Il existe dans le monde environ 150 infrastructures de transfert inter-bassins et 60 projets en cours . En Espagne, l'aqueduc Tajo-Segura ouvert en 1979 transfère sur 292 km les eaux du Tage, stockées dans un lac artificiel dans la province de Guadalajara, vers la province de Cuenca au Sud-Ouest du pays, au rythme de 33 m 3 par seconde. L'approvisionnement en eau de cette province a ainsi permis l'essor d'une agriculture irriguée sous serre très performante.
Les transferts d'eau entre régions, outre le coût élevé que représente la construction des infrastructures, peuvent toutefois se révéler trop sensibles au changement climatique et finalement se révéler être des solutions peu pertinentes à long terme. Ainsi, en Espagne, l'aqueduc Tajo-Segura est accusé d'assécher les bords du Tage, en prélevant pour l'agriculture du Sud-Ouest espagnol de trop grandes quantités d'eau. Devant de tels doutes, le projet de transfert d'eau de l'Ebre vers le sud de l'Espagne a d'ailleurs été abandonné. Un autre projet de transfert d'eau du Rhône vers Barcelone (aqueduc Languedoc-Roussillon-Catalogne) avait lui aussi été abandonné.

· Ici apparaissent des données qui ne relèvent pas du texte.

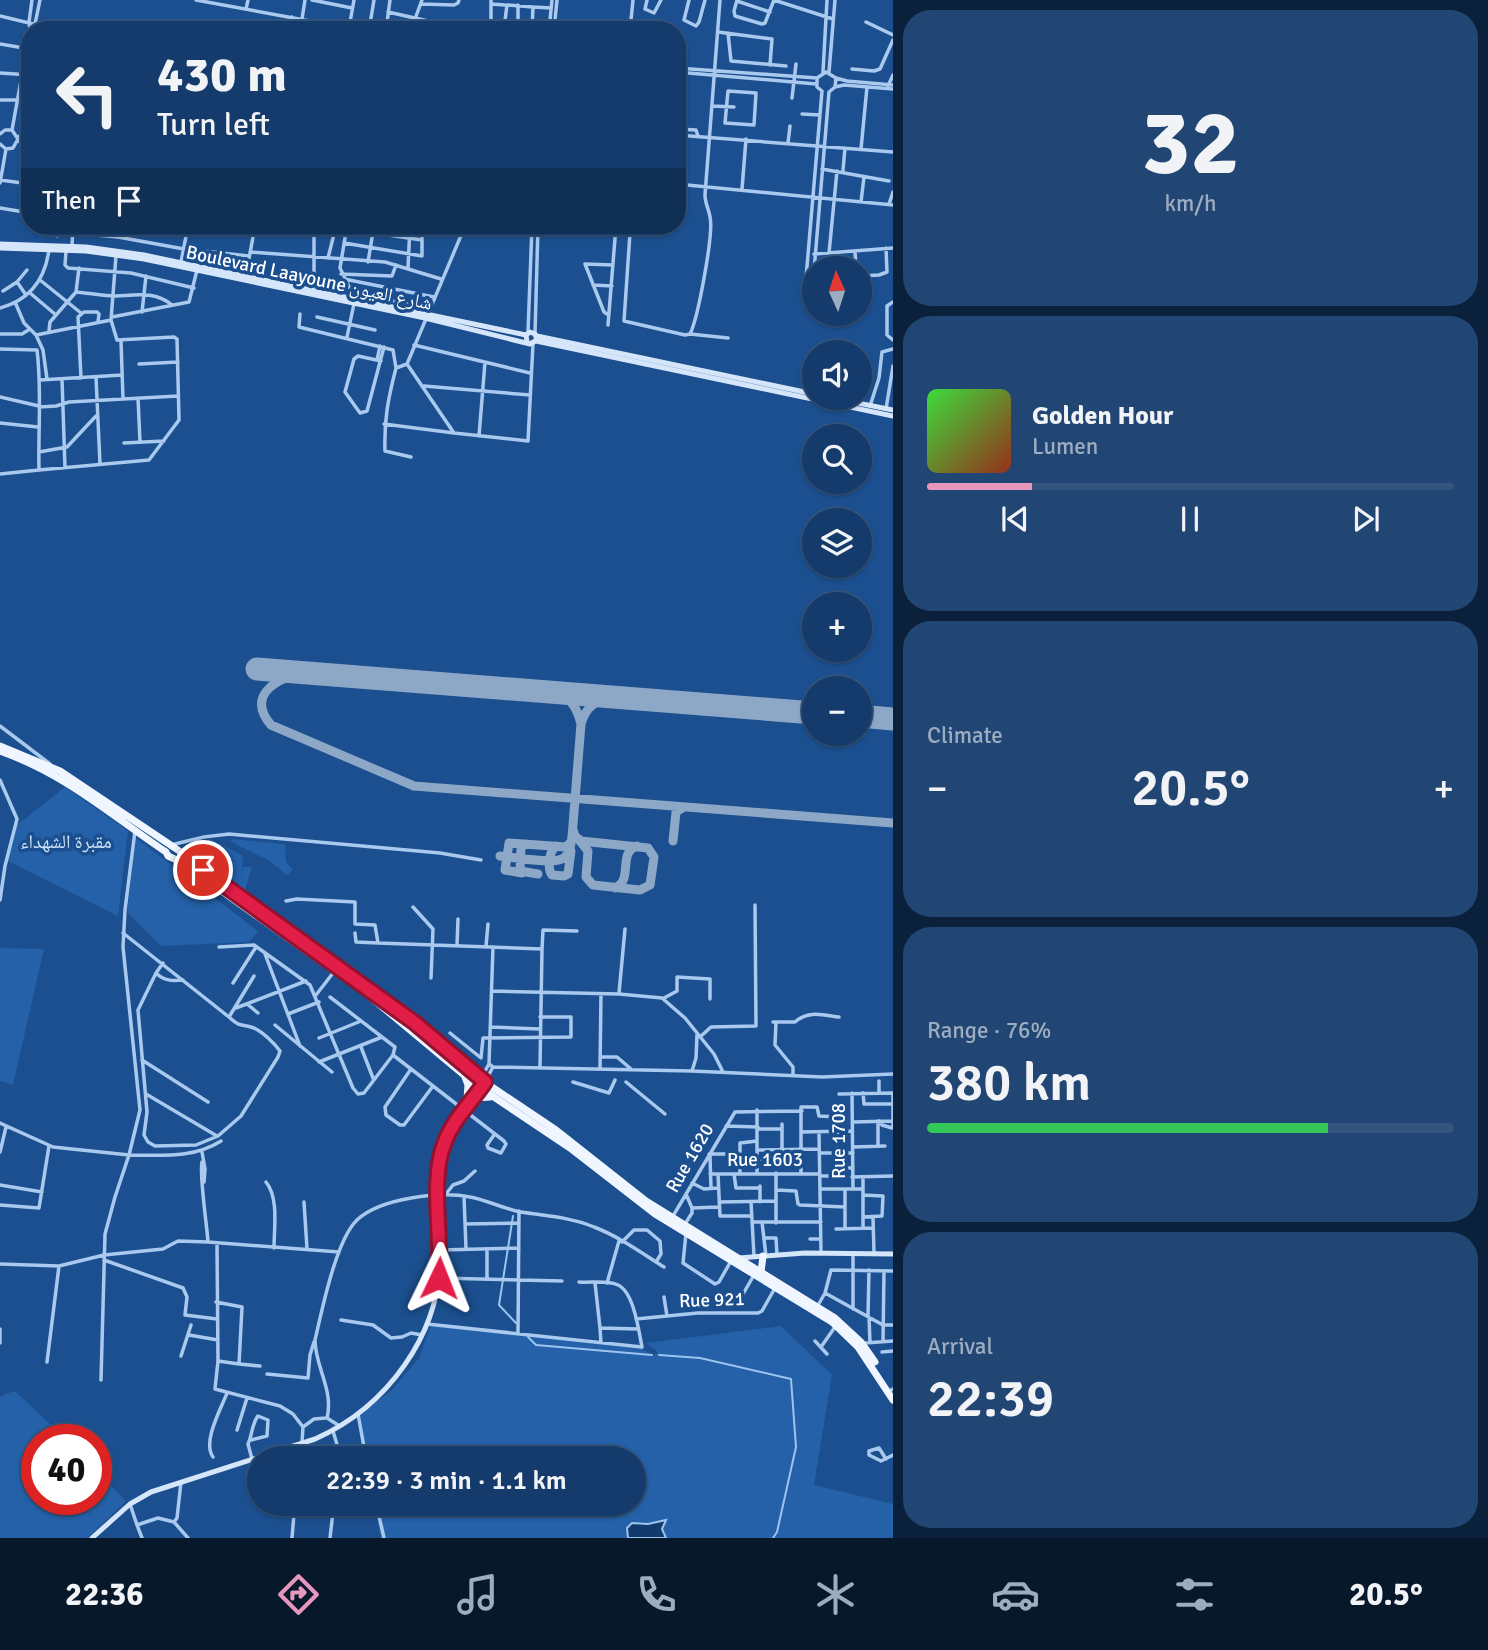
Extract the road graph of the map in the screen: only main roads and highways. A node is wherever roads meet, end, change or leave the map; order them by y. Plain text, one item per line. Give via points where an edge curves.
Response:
1 (0, 746) edge
2 (0, 751) edge
3 (174, 851) junction
4 (463, 1073) junction
5 (481, 1083) junction
6 (493, 1097) junction
7 (657, 1212) junction
8 (685, 1229) junction
9 (761, 1256) road end
10 (758, 1273) junction
11 (892, 1391) edge
12 (893, 1399) edge

1 - 3 main road via 60,771
2 - 3 main road via 58,776
3 - 4 main road
3 - 5 main road via 415,1023
4 - 5 main road
4 - 6 main road via 468,1103
5 - 6 main road
5 - 7 main road via 556,1130
6 - 7 main road
7 - 8 main road
7 - 8 main road
8 - 10 main road
9 - 10 main road
10 - 11 main road via 844,1325 861,1342
10 - 12 main road via 836,1325 859,1347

En France, un projet de transfert d'eau entre le Rhône et l'Hérault et l'Aude a été lancé au début des années 2010. Le programme Aqua Domitia , soutenu par la région Occitanie, vise à alléger la pression sur la ressource en eau déficitaire des secteurs de Montpellier et Narbonne et à sécuriser l'approvisionnement en eau potable (dans un secteur en forte progression démographique) et en eau d'irrigation. Une canalisation enterrée de 130 km d'une capacité de 2,5 m 3 par seconde devrait apporter 8 millions de m 3 en provenance du Rhône, fleuve disposant encore d'un débit élevé en été, se substituant à des prélèvements équivalents aujourd'hui dans les nappes et les cours d'eau du Gard, de l'Hérault et de l'Aude. La gravité n'est désormais plus le seul moteur des transferts d'eau : le projet Aqua Domitia est en effet un réseau sous pression.

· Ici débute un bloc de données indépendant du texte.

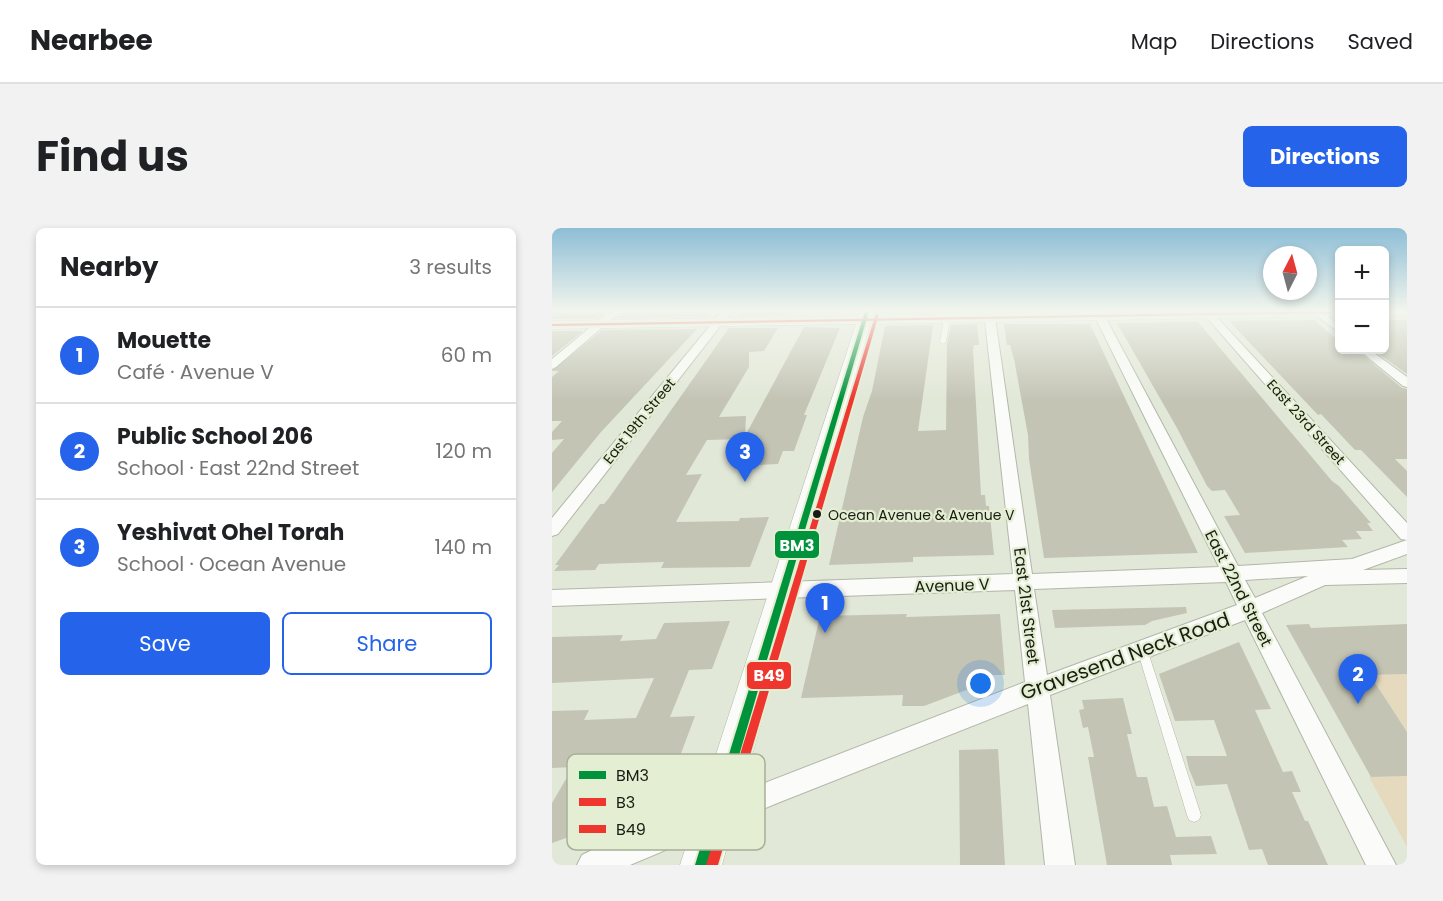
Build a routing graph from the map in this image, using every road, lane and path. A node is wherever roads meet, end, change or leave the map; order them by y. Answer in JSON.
{"nodes":[{"id":1,"x":580,"y":341,"type":"edge"},
{"id":2,"x":702,"y":341,"type":"edge"},
{"id":3,"x":858,"y":341,"type":"edge"},
{"id":4,"x":992,"y":341,"type":"edge"},
{"id":5,"x":1113,"y":341,"type":"edge"},
{"id":6,"x":1233,"y":341,"type":"edge"},
{"id":7,"x":1369,"y":354,"type":"edge"},
{"id":8,"x":552,"y":365,"type":"edge"},
{"id":9,"x":1407,"y":383,"type":"edge"},
{"id":10,"x":552,"y":530,"type":"edge"},
{"id":11,"x":1407,"y":534,"type":"edge"},
{"id":12,"x":1407,"y":547,"type":"edge"},
{"id":13,"x":1231,"y":573,"type":"junction"},
{"id":14,"x":1407,"y":576,"type":"edge"},
{"id":15,"x":1024,"y":583,"type":"junction"},
{"id":16,"x":784,"y":590,"type":"junction"},
{"id":17,"x":552,"y":598,"type":"edge"},
{"id":18,"x":1250,"y":609,"type":"junction"},
{"id":19,"x":1142,"y":649,"type":"junction"},
{"id":20,"x":1037,"y":688,"type":"junction"},
{"id":21,"x":735,"y":754,"type":"edge"},
{"id":22,"x":765,"y":796,"type":"edge"},
{"id":23,"x":1194,"y":815,"type":"dead end"},
{"id":24,"x":630,"y":850,"type":"edge"},
{"id":25,"x":706,"y":850,"type":"edge"},
{"id":26,"x":592,"y":865,"type":"edge"},
{"id":27,"x":701,"y":865,"type":"edge"},
{"id":28,"x":1060,"y":865,"type":"edge"},
{"id":29,"x":1381,"y":865,"type":"edge"}],
"edges":[{"from":1,"to":8,"type":"street"},
{"from":2,"to":10,"type":"street","name":"East 19th Street"},
{"from":3,"to":16,"type":"main road"},
{"from":4,"to":15,"type":"street","name":"East 21st Street"},
{"from":5,"to":13,"type":"street","name":"East 22nd Street"},
{"from":6,"to":11,"type":"street","name":"East 23rd Street"},
{"from":7,"to":9,"type":"street"},
{"from":12,"to":13,"type":"street","name":"Avenue V"},
{"from":13,"to":15,"type":"street","name":"Avenue V"},
{"from":13,"to":18,"type":"street","name":"East 22nd Street"},
{"from":14,"to":18,"type":"street","name":"Gravesend Neck Road"},
{"from":15,"to":16,"type":"street","name":"Avenue V"},
{"from":15,"to":20,"type":"street","name":"East 21st Street"},
{"from":16,"to":17,"type":"street","name":"Avenue V"},
{"from":16,"to":21,"type":"main road"},
{"from":18,"to":19,"type":"street","name":"Gravesend Neck Road"},
{"from":18,"to":29,"type":"street","name":"East 22nd Street"},
{"from":19,"to":20,"type":"street","name":"Gravesend Neck Road"},
{"from":19,"to":23,"type":"lane"},
{"from":20,"to":22,"type":"street","name":"Gravesend Neck Road"},
{"from":20,"to":28,"type":"street","name":"East 21st Street"},
{"from":24,"to":26,"type":"street","name":"Gravesend Neck Road"},
{"from":25,"to":27,"type":"main road"}]}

2. Le stockage de l'eau : un sujet sensible
Dès lors que les précipitations sont abondantes en hiver et réduites en été, la constitution de réserves d'eau jouant un rôle d'amortisseur inter-saisonnier apparaît comme une solution de bon sens . La pratique est d'ailleurs déjà mise en oeuvre à travers de nombreux barrages et lacs de retenue, qui servent au soutien d'étiage et contribuent au développement des activités humaines.
La France ne retient qu'assez peu l'eau qu'elle reçoit : seulement 4,7 % du flux annuel d'eau est stocké en France (nos barrages ont une capacité de 12 milliards de m 3 pour une pluie efficace de 190 à 210 milliards de m 3 ), alors que l'on atteint presque 50 % en Espagne (54 milliards de m 3 sur 114 milliards de m 3 de pluies efficaces) 70 ( * ) . Mais la politique de stockage de l'eau est très critiquée et n'est pas considérée de manière consensuelle comme une solution durable. Elle est pourtant un enjeu pour toute société humaine sédentarisée.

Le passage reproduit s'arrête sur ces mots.